NEWS
28-11-2020 by redazione
Kenya relies on herd immunity and comforting signs are coming from Senegal.
While the country until yesterday was travelling at a lower rate than two or three weeks ago, and in the last 24 hours it has returned above 15% and intensive therapy is once again filling up, citizens are continuing their behaviour almost entirely unaware of the presence of the virus.
With the exception of some commercial and wealthy areas of the capital Nairobi, it is enough to go to rural areas, small towns or the coast to realise that social distances and hygiene rules are poorly respected and that masks are worn under the chin, just in case of being in the vicinity of police or surveillance officers and having time to adjust them correctly.
This certainly contributed to the propagation of Covid-19 in Kenya, but as the Senegalese experts explain, it could also be the plausible explanation that the pandemic in Africa did not arrive with the dangerous power that invested Europe and the United States, for example.
The similarities between the two countries, and also others in the Sub-Saharan area, suggests that the lower average age of the population is another important reason and the timely containment measures adopted (thanks to the fact that the virus arrived two months late in Africa) are the reason for a catastrophe (in the words of the WHO) that has been averted for now.
Abdoulaye Bousso, one of the heads of the Government's Covid-19 Emergency Task Force, called into question the immunity of the flock, although not studied at the desk, as a possible explanation for last August's halt to the high numbers.
"At this point, perhaps the issue of immunity must be brought to the fore," Bousso said.
Last month in Touba, the second largest city in the country, the "Gran Magal", one of the most important traditional and religious festivals not only in Senegal, was held as every year, with a pilgrimage that in the past has reached even 3 million tourists and believers. This year, however, there were a few hundred thousand on the streets of Touba and all without masks or even respecting social distances. And yet, the National Health officials explain, the cases of positivity and symptomatic cases have not increased. Senegal is proceeding with very few infections (until yesterday the number of cases was almost 16 thousand compared to 80 thousand in Kenya and the number of dead was 332).
It has to be said, as the Senegalese representative for the WHO Nsenga Ngoy recalled, that Senegal is "one of the model countries in terms of implementation of Covid-19's prevention measures and has reaped the benefits".
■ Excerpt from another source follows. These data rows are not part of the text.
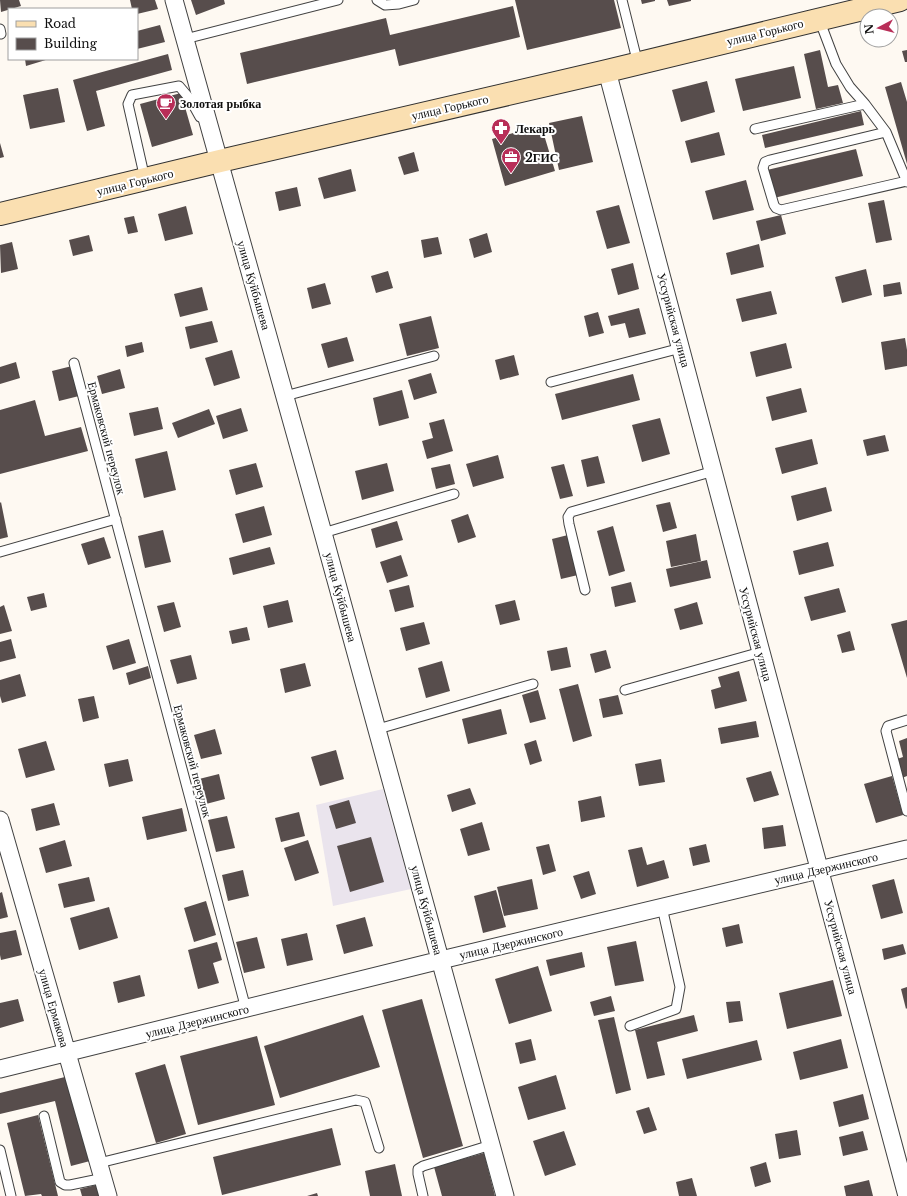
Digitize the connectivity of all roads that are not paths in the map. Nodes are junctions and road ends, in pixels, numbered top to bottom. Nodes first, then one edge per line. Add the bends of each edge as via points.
1 (174, 0) edge
2 (338, 0) edge
3 (377, 0) edge
4 (414, 0) edge
5 (622, 0) edge
6 (900, 0) edge
7 (819, 19) junction
8 (186, 39) junction
9 (638, 64) junction
10 (607, 71) junction
11 (865, 104) junction
12 (755, 129) dead end
13 (886, 132) junction
14 (217, 151) junction
15 (145, 180) junction
16 (907, 182) edge
17 (0, 214) edge
18 (681, 348) junction
19 (434, 356) dead end
20 (74, 363) dead end
21 (551, 382) dead end
22 (285, 396) junction
23 (714, 471) junction
24 (454, 494) dead end
25 (116, 519) junction
26 (324, 533) junction
27 (0, 552) edge
28 (585, 590) dead end
29 (761, 652) junction
30 (533, 684) dead end
31 (625, 690) dead end
32 (907, 720) edge
33 (378, 729) junction
34 (904, 787) edge
35 (907, 811) edge
36 (0, 820) edge
37 (907, 849) edge
38 (820, 869) junction
39 (662, 907) junction
40 (441, 960) junction
41 (246, 1009) junction
42 (630, 1026) dead end
43 (67, 1054) junction
44 (0, 1070) edge
45 (44, 1116) dead end
46 (491, 1145) junction
47 (379, 1148) dead end
48 (0, 1150) edge
49 (101, 1171) junction
50 (907, 1195) edge
51 (11, 1196) edge
52 (108, 1196) edge
53 (423, 1196) edge
54 (505, 1196) edge

1 - 8 street, улица Куйбышева
2 - 8 lane
3 - 4 lane via 385,5
5 - 9 lane
6 - 7 main road, улица Горького
7 - 9 main road, улица Горького
7 - 11 lane via 836,64 850,87
8 - 14 street, улица Куйбышева
9 - 10 main road, улица Горького
10 - 14 main road, улица Горького
10 - 18 street, Уссурийская улица
11 - 12 lane
11 - 13 lane
13 - 16 lane
13 - 16 lane via 765,162 763,168 774,205 781,210
14 - 15 main road, улица Горького
14 - 15 lane via 190,99 179,86 132,95 128,104
14 - 22 street, улица Куйбышева
15 - 17 main road, улица Горького
18 - 21 lane
18 - 23 street, Уссурийская улица
19 - 22 lane
20 - 25 lane, Ермаковский переулок
22 - 26 street, улица Куйбышева
23 - 28 lane via 571,512 568,524
23 - 29 street, Уссурийская улица
24 - 26 lane
25 - 27 lane
25 - 41 lane, Ермаковский переулок
26 - 33 street, улица Куйбышева
29 - 31 lane
29 - 38 street, Уссурийская улица
30 - 33 lane
32 - 34 lane via 888,726 886,731
33 - 40 street, улица Куйбышева
34 - 35 lane
36 - 43 street, улица Ермакова
37 - 38 street, улица Дзержинского
38 - 39 street, улица Дзержинского
38 - 50 street, Уссурийская улица
39 - 40 street, улица Дзержинского
39 - 42 lane via 680,987 676,1010
40 - 41 street, улица Дзержинского
40 - 46 street, улица Куйбышева
41 - 43 street, улица Дзержинского
43 - 44 street, улица Дзержинского
43 - 49 street, улица Ермакова
45 - 49 lane via 60,1182 70,1185
46 - 53 lane via 418,1169
46 - 54 street, улица Куйбышева
47 - 49 lane via 366,1102 356,1100
48 - 51 lane
49 - 52 street, улица Ермакова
The Government immediately closed borders, schools and mosques when the virus first struck in March, as well as banning large gatherings and travel between cities and imposing a night curfew.
It also provided medical care for patients suffering from Covid-19, and aggressively isolated people who had come into contact with positive cases.
But as in Kenya, he was able to do little for the citizens who, scattered throughout the territory and with their precariousness problems, followed almost no anti-virus measures ordered by the Ministry of Health, except in the very first months after the lockdown.
Experts are convinced that 60% of Senegalese have already acquired immunity.
Massamba Diop, head of the SOS Medicine Senegal health organisation, pointed out that most of the infections recorded concern people between 20 and 60 years of age, and that it is patients over 65 years of age who are more likely to die than Covid-19.
"It has spread throughout the country, we are certain," said Diop, "it is no coincidence that a few months ago the percentage of positives was about 30% compared to swabs carried out, whereas today we are around 1%! We can't prove that the flock immunity worked, but we have started a serological study that in a few weeks time will give surprising results".
This is undoubtedly what Kenya is hoping for as well, looking to Dakar with optimism and hope.